Yaim tool for VO management

I tried out the online yaim tool for VO management [1], which produced a configuration segment that I pasted into site-info.def. It's a great tool! The list of VOS it produced were all with capital letters:

VOS="ALICE ATLAS BABAR BIOMED CMS DTEAM HONE ILC LHCB SIXT ZEUS"

I didn't want this and I expect yaim would complain about this? A good measure is also to check the other values in the generated file with the information in the 2.6.0 site-info file.

Changes to watch out for

Here are the changes in the yaim config file to watch out for. I initially unset the following variable as we don't have a classic SE:

CLASSIC_HOST="classic SE host"

Leaving it blank will cause yaim to crash, leaving it as it is will wrongly configure the bdii-update.conf file inserting "classic SE host" in the ldap contact string instead of the SE hostname. So, I had to set this to my SE/DPM server hostname. I was unsure about what value to attribute to DPMDATA. I set it to:

DPMDATA="/dpm/ph.bham.ac.uk/home"

on my CE as this is the value I want my site BDII to publish for GlueSARoot, but I had to set this to one of my DPM filesystem on our SE site-info.def file. If you don't, this is the type of thing you're going to end up with:

root@epgse1 install-scripts]# dpm-qryconf
POOL dpmPart DEFSIZE 200.00M GC_START_THRESH 0 GC_STOP_THRESH 0 DEFPINTIME 0 PUT_RETENP 86400 FSS_POLICY maxfreespace GC_POLICY lru RS_POLICY
 fifo GID 0 S_TYPE -
                              CAPACITY 1.79T FREE 1.60T ( 89.4%)
  epgse1 /disk/f3a CAPACITY 601.08G FREE 561.87G ( 93.5%)
  epgse1 /disk/f3b CAPACITY 601.08G FREE 500.11G ( 83.2%)
  epgse1 /disk/f3c CAPACITY 601.08G FREE 555.95G ( 92.5%)
  epgse1.ph.bham.ac.uk /dpm/ph.bham.ac.uk/home CAPACITY 32.60G FREE 24.19G ( 74.2%

As can be seen from the output, new dpm-fs (epgse1.ph.bham.ac.uk) has been created with the FQDN of my SE, but that's not what I wanted - I deleted it with dpm-rmfs

The users.conf file is slightly different, I generated a new file with an increased number of pool accounts and the new prd accounts, based on my existing pool account configuration.

There is a new group groups.conf yaim file which will be needed for VOMSES. I think it's safe to leave it as it is, though I generated the info for my extra VOs based on the template. In hindsight, I would not recommend doing this?

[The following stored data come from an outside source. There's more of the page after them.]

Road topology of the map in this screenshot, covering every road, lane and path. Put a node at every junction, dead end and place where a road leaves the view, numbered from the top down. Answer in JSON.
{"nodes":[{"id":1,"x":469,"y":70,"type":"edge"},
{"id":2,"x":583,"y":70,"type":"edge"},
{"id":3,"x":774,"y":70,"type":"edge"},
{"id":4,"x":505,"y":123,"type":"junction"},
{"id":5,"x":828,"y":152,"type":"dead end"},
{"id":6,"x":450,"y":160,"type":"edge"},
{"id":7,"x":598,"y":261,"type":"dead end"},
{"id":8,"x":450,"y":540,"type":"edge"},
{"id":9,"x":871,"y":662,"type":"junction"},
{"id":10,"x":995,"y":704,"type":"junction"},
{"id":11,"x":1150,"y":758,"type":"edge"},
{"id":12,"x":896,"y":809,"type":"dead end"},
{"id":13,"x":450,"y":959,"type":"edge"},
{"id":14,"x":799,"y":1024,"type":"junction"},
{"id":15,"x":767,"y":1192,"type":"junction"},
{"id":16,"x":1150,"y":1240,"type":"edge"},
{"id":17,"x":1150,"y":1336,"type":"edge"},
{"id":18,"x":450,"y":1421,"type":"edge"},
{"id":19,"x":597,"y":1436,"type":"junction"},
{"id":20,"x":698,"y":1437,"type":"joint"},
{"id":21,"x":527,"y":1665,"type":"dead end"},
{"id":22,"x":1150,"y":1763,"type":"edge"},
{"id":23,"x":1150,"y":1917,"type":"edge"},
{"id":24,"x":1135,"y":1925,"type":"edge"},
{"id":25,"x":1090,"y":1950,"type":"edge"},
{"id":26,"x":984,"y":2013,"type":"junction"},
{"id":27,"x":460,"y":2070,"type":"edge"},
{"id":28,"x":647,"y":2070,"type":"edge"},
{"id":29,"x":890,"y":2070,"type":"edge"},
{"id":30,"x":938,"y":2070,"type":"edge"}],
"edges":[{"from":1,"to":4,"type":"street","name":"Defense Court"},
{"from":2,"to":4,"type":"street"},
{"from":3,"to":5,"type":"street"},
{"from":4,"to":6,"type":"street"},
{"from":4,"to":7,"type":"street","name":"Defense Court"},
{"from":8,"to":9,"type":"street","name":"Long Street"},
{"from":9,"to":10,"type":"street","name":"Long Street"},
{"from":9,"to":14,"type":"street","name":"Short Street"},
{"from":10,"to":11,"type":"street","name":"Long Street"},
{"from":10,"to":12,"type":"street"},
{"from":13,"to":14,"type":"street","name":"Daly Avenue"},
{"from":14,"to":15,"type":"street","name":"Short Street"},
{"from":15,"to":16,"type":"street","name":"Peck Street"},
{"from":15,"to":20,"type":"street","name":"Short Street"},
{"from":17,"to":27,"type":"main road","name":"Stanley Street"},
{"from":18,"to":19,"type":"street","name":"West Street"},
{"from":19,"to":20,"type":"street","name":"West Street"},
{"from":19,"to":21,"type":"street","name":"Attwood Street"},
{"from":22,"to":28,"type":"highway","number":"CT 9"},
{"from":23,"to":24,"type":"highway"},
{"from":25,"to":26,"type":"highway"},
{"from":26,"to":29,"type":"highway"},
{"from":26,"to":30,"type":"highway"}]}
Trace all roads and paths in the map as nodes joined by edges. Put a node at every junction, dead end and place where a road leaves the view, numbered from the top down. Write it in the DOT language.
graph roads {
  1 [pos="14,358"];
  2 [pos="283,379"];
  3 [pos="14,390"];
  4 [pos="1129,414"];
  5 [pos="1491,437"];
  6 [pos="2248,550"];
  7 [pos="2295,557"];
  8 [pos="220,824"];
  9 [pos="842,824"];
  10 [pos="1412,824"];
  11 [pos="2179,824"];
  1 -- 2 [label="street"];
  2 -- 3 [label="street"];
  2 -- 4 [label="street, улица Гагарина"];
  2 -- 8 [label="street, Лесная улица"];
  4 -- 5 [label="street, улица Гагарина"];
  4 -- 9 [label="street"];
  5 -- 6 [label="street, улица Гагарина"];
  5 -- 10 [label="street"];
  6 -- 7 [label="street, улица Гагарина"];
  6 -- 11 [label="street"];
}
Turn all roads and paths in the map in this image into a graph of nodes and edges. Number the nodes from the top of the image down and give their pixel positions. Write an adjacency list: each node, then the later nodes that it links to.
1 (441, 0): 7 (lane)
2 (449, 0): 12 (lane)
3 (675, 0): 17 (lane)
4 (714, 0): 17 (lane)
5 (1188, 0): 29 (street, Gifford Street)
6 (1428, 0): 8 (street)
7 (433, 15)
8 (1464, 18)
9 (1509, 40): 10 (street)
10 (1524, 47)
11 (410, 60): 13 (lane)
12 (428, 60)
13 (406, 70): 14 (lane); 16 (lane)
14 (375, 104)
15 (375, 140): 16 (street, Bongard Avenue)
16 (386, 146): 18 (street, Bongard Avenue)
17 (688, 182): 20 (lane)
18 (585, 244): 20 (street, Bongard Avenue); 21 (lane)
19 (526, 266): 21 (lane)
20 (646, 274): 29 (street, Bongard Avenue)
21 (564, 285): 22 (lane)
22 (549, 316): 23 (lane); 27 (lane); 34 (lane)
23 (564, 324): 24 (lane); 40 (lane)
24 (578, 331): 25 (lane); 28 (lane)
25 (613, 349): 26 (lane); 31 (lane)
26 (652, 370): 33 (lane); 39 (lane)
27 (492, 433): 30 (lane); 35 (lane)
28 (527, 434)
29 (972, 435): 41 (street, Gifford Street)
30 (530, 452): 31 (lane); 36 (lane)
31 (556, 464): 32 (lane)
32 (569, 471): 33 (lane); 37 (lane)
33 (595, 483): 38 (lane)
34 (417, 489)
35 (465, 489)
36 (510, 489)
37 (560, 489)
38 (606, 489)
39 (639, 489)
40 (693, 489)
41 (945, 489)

See also ROLLOUT.

Upgrade plan

As explained in the yaim release note, it is not possible to perform an upgrade with no downtime unless two MON boxes are running simultaneously with old and new versions of LCG. I was lucky to have a spare node with a certificate on which I installed a 2.7 MON. I pointed my newly 2.7 WNs to this new MON while still keeping the 2.6 MON node in operation which was the last node I updated to 2.7. I then reran the yaim configuration scripts on my all nodes to point to my old 2.6 MON.

Signed rpms?

Not yet, but on the way? In the pre-release, it was mentioned that packages were signed with

http://glite.web.cern.ch/glite/packages/keys/EGEE.gLite.GPG.public.asc

So, I thought I would give it a go, but ended with yum complaints:

edg-mkgridmap-conf-2.6.0- 100% |=========================|  19 kB    00:00
Error: Unsigned Package /var/cache/yum/sl-lcg/packages/edg-mkgridmap-conf-2.6.0-1_sl3.noarch.rpm
Error: You may want to run yum clean or remove the file:
 /var/cache/yum/sl-lcg/packages/edg-mkgridmap-conf-2.6.0-1_sl3.noarch.rpm
Error: You may need to disable gpg checking to install this package

(Yes, edg-mkgridmap-conf-2.6 is in the 2.7 repository)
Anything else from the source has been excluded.